Paper: https://arxiv.org/pdf/1812.04948.pdf

Code: Coming soon

Problem Definition

To generate high quality synthetic human faces with control over various features (pose, identity, hair etc) and also solve the feature disentanglement problem.

Architecture

style-gan-arch

  • There are three sub-networks Mapping Network, Synthesis Network and ProGAN discriminator.
  • The Mapping Network transforms the random vector into an intermediate vector whose different elements control different visual features.
  • The synthesis network transforms the intermediate vector into images by adding scaled noise to each channel. Adding noise changes the visual expression of the output based on the resolution level it was added on.

Key Points

  • This is an unconditional GAN.
  • Instead of using a random vector, here they used a constant intermediate vector learned by Mapping Network.
  • The StyleGAN generator uses the intermediate vector in each level of the synthesis network, which might cause the network to learn that levels are correlated. To reduce the correlation, the model randomly selects two input vectors and generates the intermediate vector ⱳ for them. It then trains some of the levels with the first and switches (in a random point) to the other to train the rest of the levels.
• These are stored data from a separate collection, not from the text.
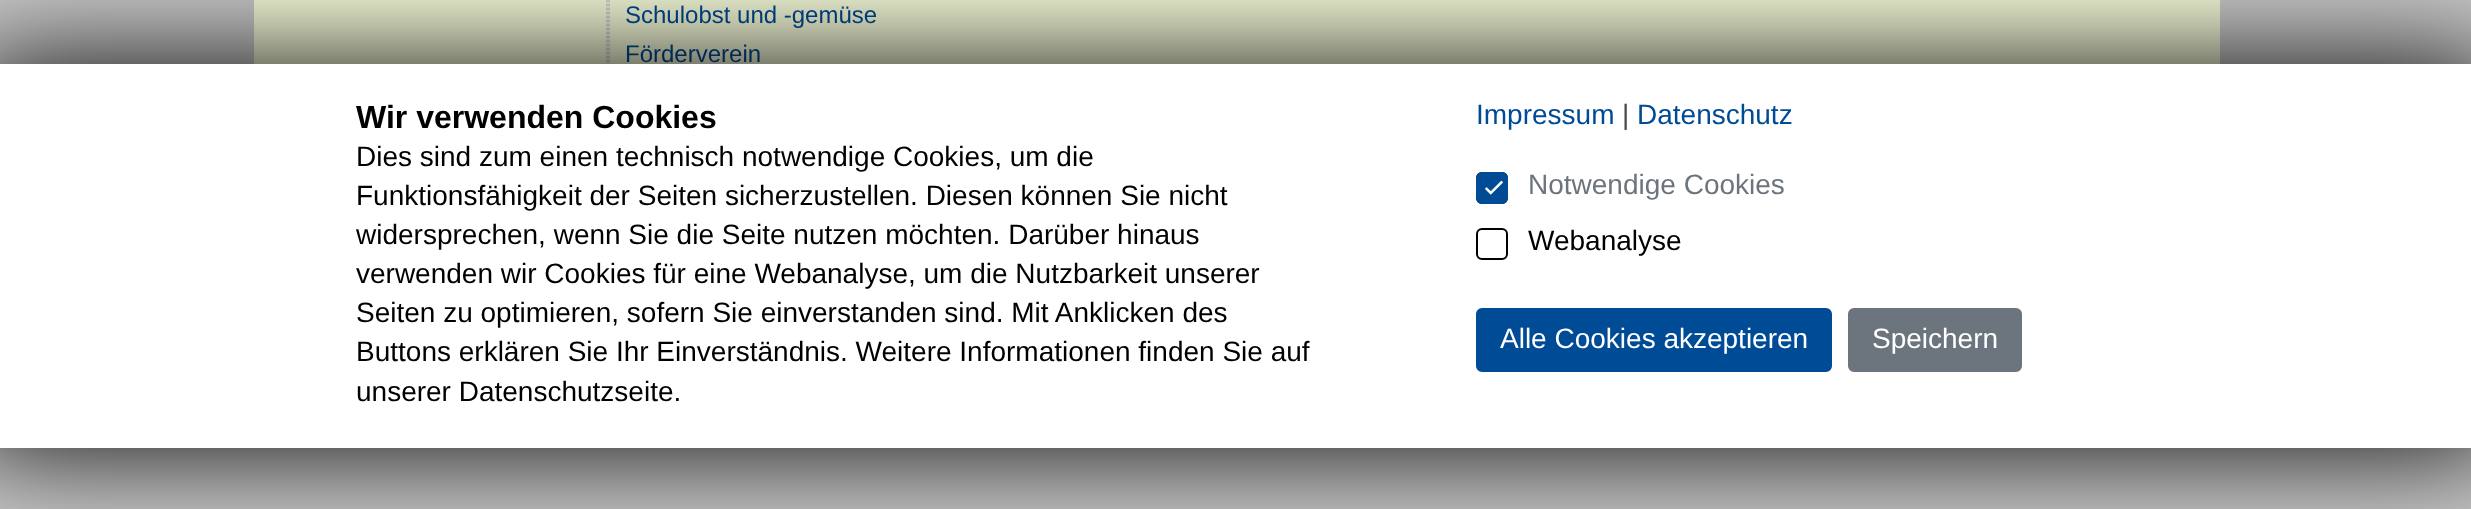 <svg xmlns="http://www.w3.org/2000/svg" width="2471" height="509">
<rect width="100%" height="100%" fill="#ccc"/>
<rect x="254" width="1966" height="64" fill="#f9ffdd"/>
<image x="606" y="0" width="4" height="64" href="media/1.png"/>
<text x="625" y="23" style="font-family:Liberation Sans;font-size:24px;fill:#004b95">Schulobst und -gemüse</text>
<text x="625" y="62" style="font-family:Liberation Sans;font-size:24px;fill:#004b95">Förderverein</text>
<rect x="-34" y="64" width="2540" height="384" fill="#000" filter="blur(60px)"/>
<rect y="64" width="2471" height="384" fill="#fff"/>
<text x="356" y="128" style="font-family:Liberation Sans;font-size:32px;font-weight:bold;fill:#000">Wir verwenden Cookies</text>
<text x="356" y="166" style="font-family:Liberation Sans;font-size:28px;fill:#000">Dies sind zum einen technisch notwendige Cookies, um die</text>
<text x="356" y="205" style="font-family:Liberation Sans;font-size:28px;fill:#000">Funktionsfähigkeit der Seiten sicherzustellen. Diesen können Sie nicht</text>
<text x="356" y="244" style="font-family:Liberation Sans;font-size:28px;fill:#000">widersprechen, wenn Sie die Seite nutzen möchten. Darüber hinaus</text>
<text x="356" y="283" style="font-family:Liberation Sans;font-size:28px;fill:#000">verwenden wir Cookies für eine Webanalyse, um die Nutzbarkeit unserer</text>
<text x="356" y="322" style="font-family:Liberation Sans;font-size:28px;fill:#000">Seiten zu optimieren, sofern Sie einverstanden sind. Mit Anklicken des</text>
<text x="356" y="361" style="font-family:Liberation Sans;font-size:28px;fill:#000">Buttons erklären Sie Ihr Einverständnis. Weitere Informationen finden Sie auf</text>
<text x="356" y="401" style="font-family:Liberation Sans;font-size:28px;fill:#000">unserer Datenschutzseite.</text>
<text x="1476" y="124" style="font-family:Liberation Sans;font-size:28px;fill:#004b95">Impressum</text>
<text x="1622" y="124" style="font-family:Liberation Sans;font-size:28px;fill:#494949">|</text>
<text x="1637" y="124" style="font-family:Liberation Sans;font-size:28px;fill:#004b95">Datenschutz</text>
<rect x="1477" y="173" width="30" height="30" rx="5" fill="none" stroke="#000" stroke-width="2"/>
<rect x="1476" y="172" width="32" height="32" rx="6" fill="#004b95"/>
<image x="1485" y="180" width="18" height="15" href="media/2.png"/>
<text x="1528" y="194" style="font-family:Liberation Sans;font-size:28px;fill:#6c757d">Notwendige Cookies</text>
<rect x="1477" y="229" width="30" height="30" rx="5" fill="none" stroke="#000" stroke-width="2"/>
<text x="1528" y="250" style="font-family:Liberation Sans;font-size:28px;fill:#000">Webanalyse</text>
<rect x="1480" y="312" width="348" height="56" rx="2" fill="#004b95" stroke="#004b95" stroke-width="8"/>
<text x="1500" y="348" style="font-family:Liberation Sans;font-size:28px;fill:#fff">Alle Cookies akzeptieren</text>
<rect x="1852" y="312" width="166" height="56" rx="2" fill="#6c757d" stroke="#6c757d" stroke-width="8"/>
<text x="1872" y="348" style="font-family:Liberation Sans;font-size:28px;fill:#fff">Speichern</text>
</svg>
The random switch ensures that the network won’t learn and rely on a correlation between levels.
  • To control the generation of uncanny images, the $w$ vector is truncated, forcing it to stay close to the "average" intermediate vector.
  • To measure feature disentanglement two novel ways were introduced:a) Perceptual path length:  measure the difference between consecutive images (their VGG16 embeddings) when interpolating between two random inputs. Drastic changes mean that multiple features have changed together and that they might be entangled. b) Linear separability — the ability to classify inputs into binary classes, such as male and female. The better the classification the more separable the features

Comments

  • I think the reason to using the peculialrly high number of linear layers in Mapping Network is to disentangle the latent space (it reduces uncanniness in the generated images). But the authors didn't discuss much about this.